Le altre risposte sono tutti buoni approcci. Tuttavia, ci sono alcune altre opzioni in R che non sono state menzionate, tra cui lowess
e approx
, che potrebbero fornire adattamenti migliori o prestazioni più veloci.
I vantaggi si dimostrano più facilmente con un set di dati alternativo:
sigmoid <- function(x)
{
y<-1/(1+exp(-.15*(x-100)))
return(y)
}
dat<-data.frame(x=rnorm(5000)*30+100)
dat$y<-as.numeric(as.logical(round(sigmoid(dat$x)+rnorm(5000)*.3,0)))
Ecco i dati sovrapposti alla curva sigmoidea che lo ha generato:
Questo tipo di dati è comune quando si osserva un comportamento binario tra una popolazione. Ad esempio, questo potrebbe essere un grafico che indica se un cliente ha acquistato o meno qualcosa (un 1/0 binario sull'asse y) rispetto alla quantità di tempo che ha trascorso sul sito (asse x).
Un gran numero di punti viene utilizzato per dimostrare meglio le differenze di prestazioni di queste funzioni.
Smooth
, spline
E smooth.spline
tutto senza senso produrre su un set di dati come questo con qualsiasi insieme di parametri ho cercato, forse a causa della loro tendenza a mappare ogni punto, che non funziona per i dati rumorosi.
I loess
, lowess
e approx
funzioni di tutti producono risultati utili, anche se appena per approx
. Questo è il codice per ciascuno che utilizza parametri leggermente ottimizzati:
loessFit <- loess(y~x, dat, span = 0.6)
loessFit <- data.frame(x=loessFit$x,y=loessFit$fitted)
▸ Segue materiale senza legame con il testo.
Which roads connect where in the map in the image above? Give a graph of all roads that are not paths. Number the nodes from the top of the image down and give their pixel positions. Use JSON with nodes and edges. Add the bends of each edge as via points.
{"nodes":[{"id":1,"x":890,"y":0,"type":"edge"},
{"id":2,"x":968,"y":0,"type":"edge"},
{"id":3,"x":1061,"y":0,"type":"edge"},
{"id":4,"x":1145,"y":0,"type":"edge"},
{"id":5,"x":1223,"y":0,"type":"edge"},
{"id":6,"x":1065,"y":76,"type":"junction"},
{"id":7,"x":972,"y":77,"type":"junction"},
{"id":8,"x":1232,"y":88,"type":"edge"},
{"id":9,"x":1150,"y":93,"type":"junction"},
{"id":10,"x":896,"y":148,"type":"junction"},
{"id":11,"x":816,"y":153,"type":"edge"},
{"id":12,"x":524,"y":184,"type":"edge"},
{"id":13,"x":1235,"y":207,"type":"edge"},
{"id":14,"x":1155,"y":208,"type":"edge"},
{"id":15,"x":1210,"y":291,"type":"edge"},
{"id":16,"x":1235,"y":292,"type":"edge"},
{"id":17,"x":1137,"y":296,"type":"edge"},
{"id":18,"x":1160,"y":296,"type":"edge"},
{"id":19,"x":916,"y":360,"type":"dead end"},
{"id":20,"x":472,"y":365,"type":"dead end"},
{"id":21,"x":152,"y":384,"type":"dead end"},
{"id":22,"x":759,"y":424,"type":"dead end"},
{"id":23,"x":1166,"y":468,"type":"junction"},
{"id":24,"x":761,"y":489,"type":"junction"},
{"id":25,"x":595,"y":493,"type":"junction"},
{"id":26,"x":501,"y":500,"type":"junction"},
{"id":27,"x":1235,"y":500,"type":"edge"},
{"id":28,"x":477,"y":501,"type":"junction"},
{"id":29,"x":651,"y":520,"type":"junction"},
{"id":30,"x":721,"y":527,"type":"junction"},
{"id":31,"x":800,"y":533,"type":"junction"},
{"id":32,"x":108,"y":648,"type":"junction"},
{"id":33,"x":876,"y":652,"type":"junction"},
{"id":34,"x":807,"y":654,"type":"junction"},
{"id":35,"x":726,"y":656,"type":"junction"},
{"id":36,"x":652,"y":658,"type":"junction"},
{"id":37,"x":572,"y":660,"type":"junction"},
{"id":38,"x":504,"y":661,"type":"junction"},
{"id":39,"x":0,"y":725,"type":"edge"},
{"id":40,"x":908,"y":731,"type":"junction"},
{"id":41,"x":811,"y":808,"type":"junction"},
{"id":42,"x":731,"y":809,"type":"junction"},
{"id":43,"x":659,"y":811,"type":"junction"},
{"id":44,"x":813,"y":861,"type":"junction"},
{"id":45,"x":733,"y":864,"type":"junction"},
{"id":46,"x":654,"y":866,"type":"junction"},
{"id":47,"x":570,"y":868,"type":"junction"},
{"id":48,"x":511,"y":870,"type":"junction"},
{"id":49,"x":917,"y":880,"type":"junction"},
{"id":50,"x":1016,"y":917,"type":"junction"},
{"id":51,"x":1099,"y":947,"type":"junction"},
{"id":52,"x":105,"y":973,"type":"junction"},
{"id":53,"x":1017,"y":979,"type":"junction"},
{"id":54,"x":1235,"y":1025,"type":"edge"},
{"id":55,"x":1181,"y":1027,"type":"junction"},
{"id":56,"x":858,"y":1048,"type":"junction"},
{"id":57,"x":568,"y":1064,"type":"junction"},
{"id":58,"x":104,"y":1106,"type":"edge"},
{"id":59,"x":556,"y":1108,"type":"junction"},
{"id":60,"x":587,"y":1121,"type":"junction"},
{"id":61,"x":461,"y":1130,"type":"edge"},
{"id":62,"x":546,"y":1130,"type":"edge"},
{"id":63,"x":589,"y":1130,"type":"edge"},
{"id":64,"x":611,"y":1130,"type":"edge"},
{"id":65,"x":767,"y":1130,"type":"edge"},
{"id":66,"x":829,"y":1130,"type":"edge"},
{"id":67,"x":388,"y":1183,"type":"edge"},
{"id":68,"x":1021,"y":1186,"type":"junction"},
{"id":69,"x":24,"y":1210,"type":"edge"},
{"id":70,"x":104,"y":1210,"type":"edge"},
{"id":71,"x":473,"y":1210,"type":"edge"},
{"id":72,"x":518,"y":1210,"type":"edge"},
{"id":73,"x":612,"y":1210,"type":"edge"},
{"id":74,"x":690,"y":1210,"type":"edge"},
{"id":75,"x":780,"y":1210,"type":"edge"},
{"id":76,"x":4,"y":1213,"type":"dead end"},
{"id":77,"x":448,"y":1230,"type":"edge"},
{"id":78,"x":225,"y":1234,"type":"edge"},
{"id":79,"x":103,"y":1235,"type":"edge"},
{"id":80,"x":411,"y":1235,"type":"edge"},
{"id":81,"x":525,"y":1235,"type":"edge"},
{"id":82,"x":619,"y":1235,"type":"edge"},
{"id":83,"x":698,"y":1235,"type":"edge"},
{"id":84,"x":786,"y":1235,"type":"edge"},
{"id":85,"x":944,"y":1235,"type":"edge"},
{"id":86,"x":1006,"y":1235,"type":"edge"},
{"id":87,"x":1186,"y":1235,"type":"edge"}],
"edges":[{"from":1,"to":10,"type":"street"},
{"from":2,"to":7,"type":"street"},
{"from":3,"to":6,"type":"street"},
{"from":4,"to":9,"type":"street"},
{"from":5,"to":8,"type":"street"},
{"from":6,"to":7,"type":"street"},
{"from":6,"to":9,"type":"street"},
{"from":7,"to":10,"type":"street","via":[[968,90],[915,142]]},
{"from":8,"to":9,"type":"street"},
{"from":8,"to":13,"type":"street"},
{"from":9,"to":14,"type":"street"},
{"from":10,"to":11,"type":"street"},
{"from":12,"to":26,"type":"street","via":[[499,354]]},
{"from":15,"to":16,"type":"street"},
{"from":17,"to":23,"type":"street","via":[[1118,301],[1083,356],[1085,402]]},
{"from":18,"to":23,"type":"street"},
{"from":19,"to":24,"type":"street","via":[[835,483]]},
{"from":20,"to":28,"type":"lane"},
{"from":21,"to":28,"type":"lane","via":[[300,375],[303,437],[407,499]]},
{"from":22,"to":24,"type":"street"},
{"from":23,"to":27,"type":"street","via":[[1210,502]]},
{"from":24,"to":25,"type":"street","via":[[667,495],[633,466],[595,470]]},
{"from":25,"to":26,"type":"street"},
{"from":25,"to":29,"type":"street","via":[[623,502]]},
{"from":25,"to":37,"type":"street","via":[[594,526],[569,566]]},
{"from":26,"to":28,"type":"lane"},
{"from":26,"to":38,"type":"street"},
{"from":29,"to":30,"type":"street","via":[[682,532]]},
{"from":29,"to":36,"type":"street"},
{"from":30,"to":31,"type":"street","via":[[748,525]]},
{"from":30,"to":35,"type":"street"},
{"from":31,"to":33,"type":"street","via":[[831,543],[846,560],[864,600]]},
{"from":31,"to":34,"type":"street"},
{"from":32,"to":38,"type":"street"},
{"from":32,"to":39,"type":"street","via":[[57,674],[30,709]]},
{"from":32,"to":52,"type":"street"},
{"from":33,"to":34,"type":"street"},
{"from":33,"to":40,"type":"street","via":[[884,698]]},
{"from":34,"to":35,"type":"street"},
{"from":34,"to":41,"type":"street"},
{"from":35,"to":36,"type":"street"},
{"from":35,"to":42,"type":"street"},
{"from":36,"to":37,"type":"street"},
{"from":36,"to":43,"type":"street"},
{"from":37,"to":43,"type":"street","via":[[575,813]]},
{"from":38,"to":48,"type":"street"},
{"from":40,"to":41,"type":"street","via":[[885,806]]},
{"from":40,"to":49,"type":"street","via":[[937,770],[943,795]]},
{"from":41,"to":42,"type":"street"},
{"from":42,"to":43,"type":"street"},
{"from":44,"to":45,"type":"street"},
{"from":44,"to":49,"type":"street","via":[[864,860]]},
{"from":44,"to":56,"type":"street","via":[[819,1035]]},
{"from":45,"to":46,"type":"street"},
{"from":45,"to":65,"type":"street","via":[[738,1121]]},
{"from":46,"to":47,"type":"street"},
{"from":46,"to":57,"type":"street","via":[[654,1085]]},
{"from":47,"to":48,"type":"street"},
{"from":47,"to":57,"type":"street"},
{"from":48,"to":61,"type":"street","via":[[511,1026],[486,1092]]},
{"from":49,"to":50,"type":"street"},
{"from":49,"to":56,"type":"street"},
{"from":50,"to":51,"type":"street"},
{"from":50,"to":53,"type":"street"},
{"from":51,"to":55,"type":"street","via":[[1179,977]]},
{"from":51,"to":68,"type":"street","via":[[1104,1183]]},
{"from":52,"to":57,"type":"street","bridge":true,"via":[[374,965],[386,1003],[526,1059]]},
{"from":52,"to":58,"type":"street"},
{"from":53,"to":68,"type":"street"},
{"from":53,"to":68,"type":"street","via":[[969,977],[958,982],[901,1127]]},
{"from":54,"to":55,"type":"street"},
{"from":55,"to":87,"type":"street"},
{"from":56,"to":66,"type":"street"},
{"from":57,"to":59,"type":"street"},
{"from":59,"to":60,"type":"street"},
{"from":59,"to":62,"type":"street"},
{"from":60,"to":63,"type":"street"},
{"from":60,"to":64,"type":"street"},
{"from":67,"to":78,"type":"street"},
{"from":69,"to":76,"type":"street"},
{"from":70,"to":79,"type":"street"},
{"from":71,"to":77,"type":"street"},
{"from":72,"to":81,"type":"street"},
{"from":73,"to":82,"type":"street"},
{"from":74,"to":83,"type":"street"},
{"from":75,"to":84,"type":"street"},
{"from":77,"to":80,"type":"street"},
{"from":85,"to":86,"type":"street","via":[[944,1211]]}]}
loessFit <- loessFit[order(loessFit$x),]
approxFit <- approx(dat,n = 15)
lowessFit <-data.frame(lowess(dat,f = .6,iter=1))
E i risultati:
plot(dat,col='gray')
curve(sigmoid,0,200,add=TRUE,col='blue',)
lines(lowessFit,col='red')
lines(loessFit,col='green')
lines(approxFit,col='purple')
legend(150,.6,
legend=c("Sigmoid","Loess","Lowess",'Approx'),
lty=c(1,1),
lwd=c(2.5,2.5),col=c("blue","green","red","purple"))
Come puoi vedere, lowess
produce un adattamento quasi perfetto alla curva di generazione originale. Loess
è vicino, ma sperimenta una strana deviazione su entrambe le code.
Sebbene il tuo set di dati sarà molto diverso, ho scoperto che altri set di dati si comportano in modo simile, con entrambi loess
e in lowess
grado di produrre buoni risultati. Le differenze diventano più significative quando guardi i benchmark:
> microbenchmark::microbenchmark(loess(y~x, dat, span = 0.6),approx(dat,n = 20),lowess(dat,f = .6,iter=1),times=20)
Unit: milliseconds
expr min lq mean median uq max neval cld
loess(y ~ x, dat, span = 0.6) 153.034810 154.450750 156.794257 156.004357 159.23183 163.117746 20 c
approx(dat, n = 20) 1.297685 1.346773 1.689133 1.441823 1.86018 4.281735 20 a
lowess(dat, f = 0.6, iter = 1) 9.637583 10.085613 11.270911 11.350722 12.33046 12.495343 20 b
Loess
è estremamente lento, impiegando 100 volte il tempo approx
. Lowess
produce risultati migliori rispetto a approx
, pur essendo ancora in esecuzione abbastanza rapidamente (15 volte più veloce di loess).
Loess
inoltre diventa sempre più impantanato all'aumentare del numero di punti, diventando inutilizzabili intorno ai 50.000.
MODIFICA: ulteriori ricerche mostrano che si loess
adattano meglio a determinati set di dati. Se hai a che fare con un piccolo set di dati o le prestazioni non sono una considerazione, prova entrambe le funzioni e confronta i risultati.